On my first day I said engagement would underpin our work and I set out my aim to hear diverse views. I’ve met with free speech campaigners who spoke out against the Counter-Extremism Bill, faith leaders and NGOs representing a range of communities and critics of Government policies such as Prevent.
These passionate conversations have reinforced my view that, especially in an era of polarisation and division, it is vital that we expose ourselves to differing opinions.
I worry that if we fail to do so, we may inadvertently find ourselves in an echo chamber. This requires dialogue; the value of which cannot be over-estimated, especially in challenging extremism.
Former extremists for example shared with me how it was through dialogue with others and being exposed to different viewpoints, that their views changed. It is in this spirit of dialogue and pluralism that I intend to continue these diverse conversations in 2019.
On my first day I also said my Commission would examine all forms of extremism.
That is why I have spoken to Jewish organisations who have highlighted the threat Far Right, hard Left and Islamist extremist that faces them. Muslim groups have described in detail about the impact Far Right extremism is having on them; imams have shared with me the challenges that Islamist extremism, both online and offline present.
I have also spoken to Sikh academics and activists about Sikh extremism as well as non-faith organisations including National Secular Society and British Humanists. These conversations have given a me a richer view of the challenges that exist in our society.
I’ve met with many individuals and groups who are challenging intolerance, hatred and extremism. Their bravery – often in the face of abuse and attacks – is inspiring. Meeting young people involved in countering extremism and hatred gives me optimism.
I have been moved by the passion, energy and compassion displayed by these young people, about the kind of inclusive and tolerant society they would like to live and work towards. There is much we as adults can learn from the younger generation.
The Commission’s work so far has allowed us to make some initial assessments, but it has also revealed to us that there is much we don’t know about extremism. That is why our study, which will be published next year is so important.
Following this scoping phase we published a terms of reference for our study, setting out what we have heard so far, the questions we now need to ask and how we will answer them in our study. We also published an annex which details who we have been meeting.
We explain in our terms of reference that we want to know more about the scale of extremism, the impact it is having on society, the tactics extremists are using and the current response. We also want to see if the Government’s definition of extremism is helpful – and if it isn’t what an alternative could like and how we might get there.
Our evidence gathering work kicked off in Autumn when I wrote to Government departments and independent regulators asking for data on issues related to extremism. I also opened a 10 week call for evidence, the first ever public consultation on extremism– giving everyone concerned about extremism or working on the issue a chance to contribute to the Study.
I want to thank all those who have submitted their experiences, views and evidence. That call for evidence is open until 31st January next year. If you haven’t done so I would encourage you to do so. I want to give everyone a chance to share their views.
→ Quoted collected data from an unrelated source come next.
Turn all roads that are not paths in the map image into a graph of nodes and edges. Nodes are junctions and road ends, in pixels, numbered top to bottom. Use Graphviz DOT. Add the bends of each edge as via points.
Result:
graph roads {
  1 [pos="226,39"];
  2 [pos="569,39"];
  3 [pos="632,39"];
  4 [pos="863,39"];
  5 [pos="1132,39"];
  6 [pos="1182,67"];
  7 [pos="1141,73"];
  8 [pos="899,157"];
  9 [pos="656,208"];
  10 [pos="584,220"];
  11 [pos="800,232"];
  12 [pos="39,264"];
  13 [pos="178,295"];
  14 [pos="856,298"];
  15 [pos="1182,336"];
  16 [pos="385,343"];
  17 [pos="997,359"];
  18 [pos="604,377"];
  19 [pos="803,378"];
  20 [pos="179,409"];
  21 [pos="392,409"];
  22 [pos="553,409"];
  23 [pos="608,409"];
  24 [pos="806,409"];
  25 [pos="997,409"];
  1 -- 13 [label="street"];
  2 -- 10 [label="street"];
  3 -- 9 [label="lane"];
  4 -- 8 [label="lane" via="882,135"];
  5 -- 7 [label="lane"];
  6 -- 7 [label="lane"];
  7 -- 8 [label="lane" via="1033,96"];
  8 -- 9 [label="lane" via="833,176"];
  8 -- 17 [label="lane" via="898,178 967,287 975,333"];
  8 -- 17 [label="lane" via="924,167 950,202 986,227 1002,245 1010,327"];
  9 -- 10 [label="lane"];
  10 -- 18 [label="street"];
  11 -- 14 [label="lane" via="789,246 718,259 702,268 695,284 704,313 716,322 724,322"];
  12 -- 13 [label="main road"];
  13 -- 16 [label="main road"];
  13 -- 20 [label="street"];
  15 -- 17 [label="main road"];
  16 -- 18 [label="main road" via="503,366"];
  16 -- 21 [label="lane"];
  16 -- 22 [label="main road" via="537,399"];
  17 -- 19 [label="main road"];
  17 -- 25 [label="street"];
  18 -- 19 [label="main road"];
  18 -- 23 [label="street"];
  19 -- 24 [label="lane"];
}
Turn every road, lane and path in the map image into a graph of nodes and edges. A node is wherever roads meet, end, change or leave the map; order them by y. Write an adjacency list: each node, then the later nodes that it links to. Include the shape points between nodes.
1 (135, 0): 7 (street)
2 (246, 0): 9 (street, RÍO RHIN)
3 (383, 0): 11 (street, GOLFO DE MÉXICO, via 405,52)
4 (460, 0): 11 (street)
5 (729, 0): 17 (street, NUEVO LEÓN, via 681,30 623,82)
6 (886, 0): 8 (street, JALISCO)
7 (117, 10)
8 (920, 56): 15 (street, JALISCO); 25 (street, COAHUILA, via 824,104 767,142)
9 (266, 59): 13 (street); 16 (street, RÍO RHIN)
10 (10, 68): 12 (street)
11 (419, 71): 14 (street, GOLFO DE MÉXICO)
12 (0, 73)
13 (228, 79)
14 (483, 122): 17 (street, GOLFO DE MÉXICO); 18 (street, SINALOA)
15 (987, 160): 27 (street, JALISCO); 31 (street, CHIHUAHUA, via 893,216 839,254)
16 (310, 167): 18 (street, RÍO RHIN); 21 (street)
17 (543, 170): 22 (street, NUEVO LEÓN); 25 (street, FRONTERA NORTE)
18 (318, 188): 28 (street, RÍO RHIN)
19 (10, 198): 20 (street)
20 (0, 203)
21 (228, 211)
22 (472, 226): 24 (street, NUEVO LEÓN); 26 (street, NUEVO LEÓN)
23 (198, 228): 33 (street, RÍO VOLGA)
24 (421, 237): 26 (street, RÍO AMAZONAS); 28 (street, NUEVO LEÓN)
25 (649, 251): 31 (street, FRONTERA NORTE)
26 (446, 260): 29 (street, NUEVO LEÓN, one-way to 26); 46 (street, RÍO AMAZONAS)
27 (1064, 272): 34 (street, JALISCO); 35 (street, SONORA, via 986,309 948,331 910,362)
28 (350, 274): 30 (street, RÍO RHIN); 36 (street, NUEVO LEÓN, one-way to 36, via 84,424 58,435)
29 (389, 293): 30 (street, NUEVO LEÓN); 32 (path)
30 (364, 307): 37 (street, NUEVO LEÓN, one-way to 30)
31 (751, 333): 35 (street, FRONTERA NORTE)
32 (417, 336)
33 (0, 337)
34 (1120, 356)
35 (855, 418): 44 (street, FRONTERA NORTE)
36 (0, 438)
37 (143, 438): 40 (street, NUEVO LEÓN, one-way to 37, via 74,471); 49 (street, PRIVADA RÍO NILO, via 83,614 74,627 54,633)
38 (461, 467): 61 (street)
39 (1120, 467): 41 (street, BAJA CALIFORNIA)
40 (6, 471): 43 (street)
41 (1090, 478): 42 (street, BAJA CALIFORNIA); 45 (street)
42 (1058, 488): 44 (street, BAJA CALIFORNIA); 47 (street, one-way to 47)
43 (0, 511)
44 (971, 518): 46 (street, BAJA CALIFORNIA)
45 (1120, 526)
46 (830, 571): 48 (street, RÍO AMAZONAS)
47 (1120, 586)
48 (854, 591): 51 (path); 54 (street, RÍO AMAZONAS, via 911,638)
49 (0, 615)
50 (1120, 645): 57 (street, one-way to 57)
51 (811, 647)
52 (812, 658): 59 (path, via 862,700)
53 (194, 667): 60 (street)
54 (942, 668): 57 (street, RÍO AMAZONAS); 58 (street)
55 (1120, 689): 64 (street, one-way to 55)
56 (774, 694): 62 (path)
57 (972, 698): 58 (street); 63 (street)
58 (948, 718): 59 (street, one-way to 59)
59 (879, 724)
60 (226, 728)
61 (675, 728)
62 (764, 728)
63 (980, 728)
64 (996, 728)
The findings will form an important part of our study.
Next year we will move into a new phase of evidence gathering; reaching out to individuals and groups we haven’t heard from yet and exploring some crucial issues – including seeking testimonies from those harmed by extremism, working with academics on deep dives into the Far Right and Islamist extremism and visits to communities.
I will be writing more in the New Year about the approach and the steps we will be will be taking.
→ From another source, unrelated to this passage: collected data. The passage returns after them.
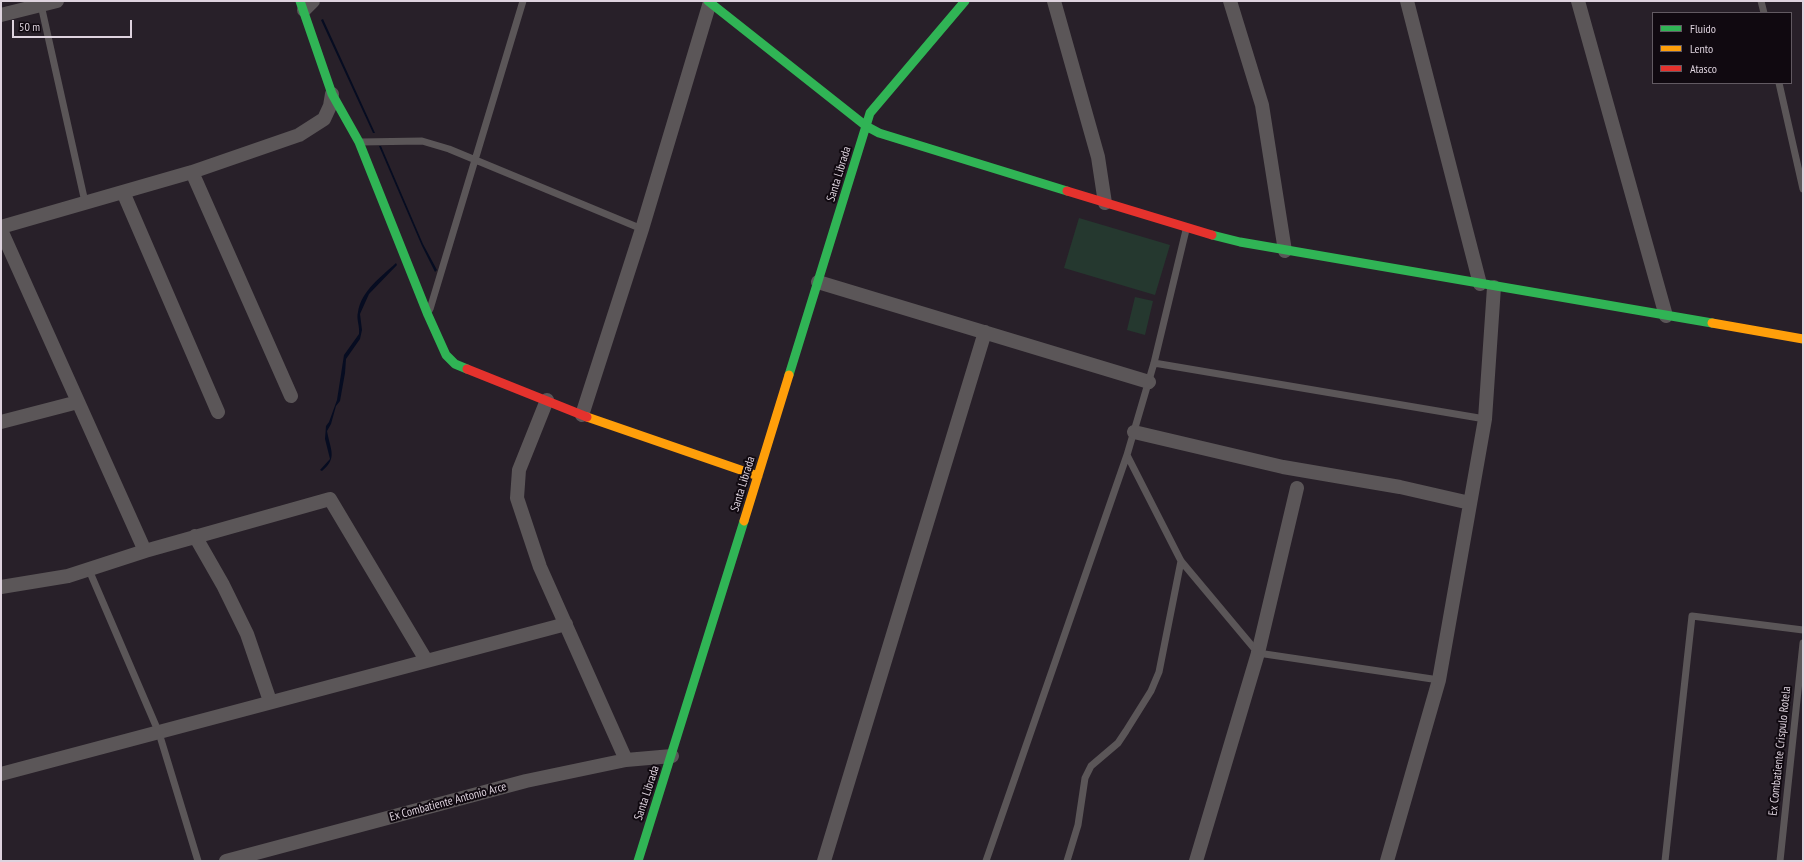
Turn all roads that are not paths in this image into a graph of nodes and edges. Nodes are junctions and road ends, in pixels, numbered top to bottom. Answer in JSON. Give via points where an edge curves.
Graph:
{"nodes":[{"id":1,"x":57,"y":1,"type":"edge"},
{"id":2,"x":523,"y":1,"type":"edge"},
{"id":3,"x":965,"y":1,"type":"edge"},
{"id":4,"x":1054,"y":1,"type":"edge"},
{"id":5,"x":1230,"y":1,"type":"edge"},
{"id":6,"x":1406,"y":1,"type":"edge"},
{"id":7,"x":1578,"y":1,"type":"edge"},
{"id":8,"x":1761,"y":1,"type":"edge"},
{"id":9,"x":709,"y":2,"type":"edge"},
{"id":10,"x":306,"y":4,"type":"edge"},
{"id":11,"x":41,"y":5,"type":"junction"},
{"id":12,"x":1764,"y":12,"type":"edge"},
{"id":13,"x":1,"y":15,"type":"edge"},
{"id":14,"x":1779,"y":84,"type":"edge"},
{"id":15,"x":332,"y":94,"type":"junction"},
{"id":16,"x":866,"y":126,"type":"junction"},
{"id":17,"x":358,"y":142,"type":"junction"},
{"id":18,"x":475,"y":160,"type":"junction"},
{"id":19,"x":192,"y":172,"type":"junction"},
{"id":20,"x":1803,"y":190,"type":"edge"},
{"id":21,"x":123,"y":192,"type":"junction"},
{"id":22,"x":85,"y":202,"type":"junction"},
{"id":23,"x":1105,"y":203,"type":"junction"},
{"id":24,"x":1,"y":227,"type":"edge"},
{"id":25,"x":1187,"y":228,"type":"junction"},
{"id":26,"x":642,"y":229,"type":"junction"},
{"id":27,"x":1,"y":230,"type":"edge"},
{"id":28,"x":1285,"y":251,"type":"junction"},
{"id":29,"x":818,"y":282,"type":"junction"},
{"id":30,"x":1480,"y":284,"type":"junction"},
{"id":31,"x":1494,"y":287,"type":"junction"},
{"id":32,"x":428,"y":315,"type":"junction"},
{"id":33,"x":1666,"y":316,"type":"junction"},
{"id":34,"x":985,"y":332,"type":"junction"},
{"id":35,"x":1803,"y":339,"type":"edge"},
{"id":36,"x":1154,"y":363,"type":"junction"},
{"id":37,"x":1149,"y":382,"type":"junction"},
{"id":38,"x":291,"y":396,"type":"dead end"},
{"id":39,"x":547,"y":400,"type":"junction"},
{"id":40,"x":78,"y":402,"type":"junction"},
{"id":41,"x":218,"y":412,"type":"dead end"},
{"id":42,"x":582,"y":415,"type":"junction"},
{"id":43,"x":1485,"y":419,"type":"junction"},
{"id":44,"x":1,"y":422,"type":"edge"},
{"id":45,"x":1134,"y":432,"type":"junction"},
{"id":46,"x":1127,"y":455,"type":"junction"},
{"id":47,"x":758,"y":476,"type":"junction"},
{"id":48,"x":1297,"y":488,"type":"dead end"},
{"id":49,"x":1470,"y":503,"type":"junction"},
{"id":50,"x":194,"y":536,"type":"junction"},
{"id":51,"x":145,"y":551,"type":"junction"},
{"id":52,"x":1182,"y":561,"type":"junction"},
{"id":53,"x":89,"y":570,"type":"junction"},
{"id":54,"x":1,"y":587,"type":"edge"},
{"id":55,"x":566,"y":624,"type":"junction"},
{"id":56,"x":1803,"y":630,"type":"edge"},
{"id":57,"x":1803,"y":644,"type":"edge"},
{"id":58,"x":1258,"y":653,"type":"junction"},
{"id":59,"x":426,"y":660,"type":"junction"},
{"id":60,"x":1439,"y":680,"type":"junction"},
{"id":61,"x":270,"y":701,"type":"junction"},
{"id":62,"x":160,"y":733,"type":"junction"},
{"id":63,"x":672,"y":756,"type":"junction"},
{"id":64,"x":626,"y":760,"type":"junction"},
{"id":65,"x":1,"y":774,"type":"edge"},
{"id":66,"x":198,"y":861,"type":"edge"},
{"id":67,"x":226,"y":861,"type":"edge"},
{"id":68,"x":638,"y":861,"type":"edge"},
{"id":69,"x":824,"y":861,"type":"edge"},
{"id":70,"x":986,"y":861,"type":"edge"},
{"id":71,"x":1067,"y":861,"type":"edge"},
{"id":72,"x":1196,"y":861,"type":"edge"},
{"id":73,"x":1387,"y":861,"type":"edge"},
{"id":74,"x":1665,"y":861,"type":"edge"},
{"id":75,"x":1780,"y":861,"type":"edge"}],
"edges":[{"from":1,"to":11,"type":"street"},
{"from":2,"to":18,"type":"lane"},
{"from":3,"to":16,"type":"street","name":"Santa Librada","via":[[870,114]]},
{"from":4,"to":23,"type":"street","via":[[1098,157]]},
{"from":5,"to":28,"type":"street","via":[[1262,104]]},
{"from":6,"to":30,"type":"street"},
{"from":7,"to":33,"type":"street"},
{"from":8,"to":12,"type":"lane"},
{"from":9,"to":16,"type":"street"},
{"from":9,"to":26,"type":"street"},
{"from":10,"to":15,"type":"street"},
{"from":11,"to":13,"type":"street"},
{"from":11,"to":22,"type":"lane"},
{"from":14,"to":20,"type":"lane"},
{"from":15,"to":17,"type":"street"},
{"from":15,"to":19,"type":"street","via":[[324,118],[299,135]]},
{"from":16,"to":23,"type":"street","via":[[879,133]]},
{"from":16,"to":29,"type":"street","name":"Santa Librada"},
{"from":17,"to":18,"type":"lane","via":[[422,141]]},
{"from":17,"to":32,"type":"street"},
{"from":18,"to":26,"type":"lane"},
{"from":18,"to":32,"type":"lane"},
{"from":19,"to":21,"type":"street"},
{"from":19,"to":38,"type":"street"},
{"from":21,"to":22,"type":"street"},
{"from":21,"to":41,"type":"street"},
{"from":22,"to":24,"type":"street"},
{"from":23,"to":25,"type":"street"},
{"from":25,"to":28,"type":"street"},
{"from":25,"to":36,"type":"lane"},
{"from":26,"to":42,"type":"street"},
{"from":27,"to":40,"type":"street"},
{"from":28,"to":30,"type":"street"},
{"from":29,"to":34,"type":"street"},
{"from":29,"to":47,"type":"street","name":"Santa Librada"},
{"from":30,"to":31,"type":"street"},
{"from":31,"to":33,"type":"street"},
{"from":31,"to":43,"type":"street"},
{"from":32,"to":39,"type":"street","via":[[446,355],[455,364]]},
{"from":33,"to":35,"type":"street"},
{"from":34,"to":37,"type":"street"},
{"from":34,"to":69,"type":"street"},
{"from":36,"to":37,"type":"lane"},
{"from":36,"to":43,"type":"lane"},
{"from":37,"to":45,"type":"lane"},
{"from":39,"to":42,"type":"street"},
{"from":39,"to":55,"type":"street","via":[[519,470],[517,498],[540,567]]},
{"from":40,"to":44,"type":"street"},
{"from":40,"to":51,"type":"street"},
{"from":42,"to":47,"type":"street"},
{"from":43,"to":49,"type":"street"},
{"from":45,"to":46,"type":"lane"},
{"from":45,"to":49,"type":"street","via":[[1283,467],[1400,487]]},
{"from":46,"to":52,"type":"lane"},
{"from":46,"to":70,"type":"lane"},
{"from":47,"to":63,"type":"street","name":"Santa Librada"},
{"from":48,"to":58,"type":"street"},
{"from":49,"to":60,"type":"street"},
{"from":50,"to":51,"type":"street"},
{"from":50,"to":59,"type":"street","via":[[330,499]]},
{"from":50,"to":61,"type":"street","via":[[223,585],[247,634]]},
{"from":51,"to":53,"type":"street"},
{"from":52,"to":58,"type":"lane"},
{"from":52,"to":71,"type":"lane","via":[[1159,672],[1151,691],[1118,743],[1091,766],[1085,778],[1078,825]]},
{"from":53,"to":54,"type":"street"},
{"from":53,"to":62,"type":"lane"},
{"from":55,"to":59,"type":"street"},
{"from":55,"to":64,"type":"street"},
{"from":56,"to":74,"type":"lane","via":[[1692,616]]},
{"from":57,"to":75,"type":"lane","name":"Ex Combatiente Crispulo Rotela"},
{"from":58,"to":60,"type":"lane"},
{"from":58,"to":72,"type":"street"},
{"from":59,"to":61,"type":"street"},
{"from":60,"to":73,"type":"street"},
{"from":61,"to":62,"type":"street"},
{"from":62,"to":65,"type":"street"},
{"from":62,"to":66,"type":"lane"},
{"from":63,"to":64,"type":"street","name":"Ex Combatiente Antonio Arce"},
{"from":63,"to":68,"type":"street","name":"Santa Librada"},
{"from":64,"to":67,"type":"street","name":"Ex Combatiente Antonio Arce","via":[[526,781]]}]}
A special thank you must go to the Commission’s Expert Group who, from when they were first convened in July, have provided me with insightful advice and constructive challenge. With their help, I feel confident that we are building a robust and authoritative Commission that will take us into 2019 and well beyond.
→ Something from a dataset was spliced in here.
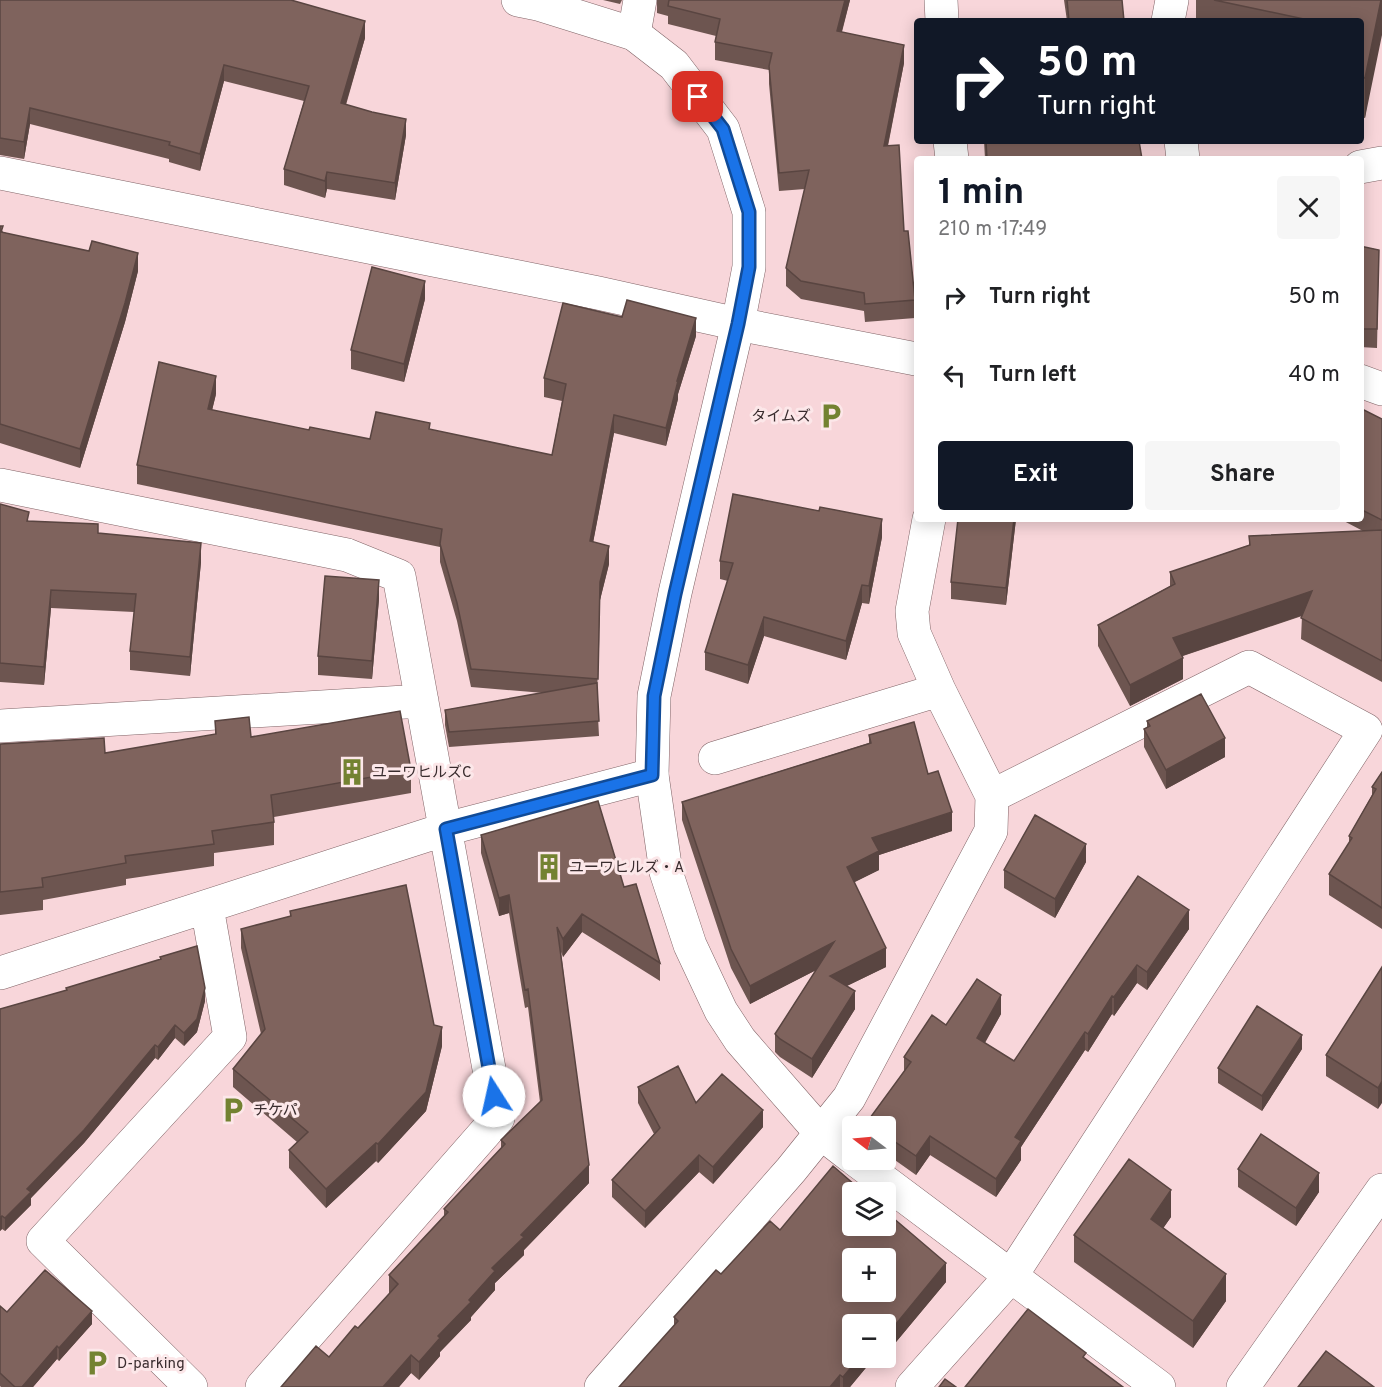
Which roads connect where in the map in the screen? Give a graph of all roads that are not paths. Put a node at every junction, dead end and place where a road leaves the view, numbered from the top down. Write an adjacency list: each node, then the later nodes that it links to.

I am also grateful to the current and previous Home Secretaries and other ministers with whom we are in regular touch as we develop our work. I welcome the opportunity to work with politicians from across the spectrum and was delighted to give evidence on extremism to the Home Affairs Select Committee in October.
There are worrying signs of the growing impact of extremism on our rich diversity, our fundamental freedoms and our liberal democracy. We need to do more to counter extremism. But extremism is complex and contested. Which is why the Commission is helping to build our understanding of the problem and improve confidence in challenging it.
In 2019, there is much for me and my Commission to do to help everyone to challenge extremism.
Happy New Year, thank you and I look forward to hearing from you and working with you.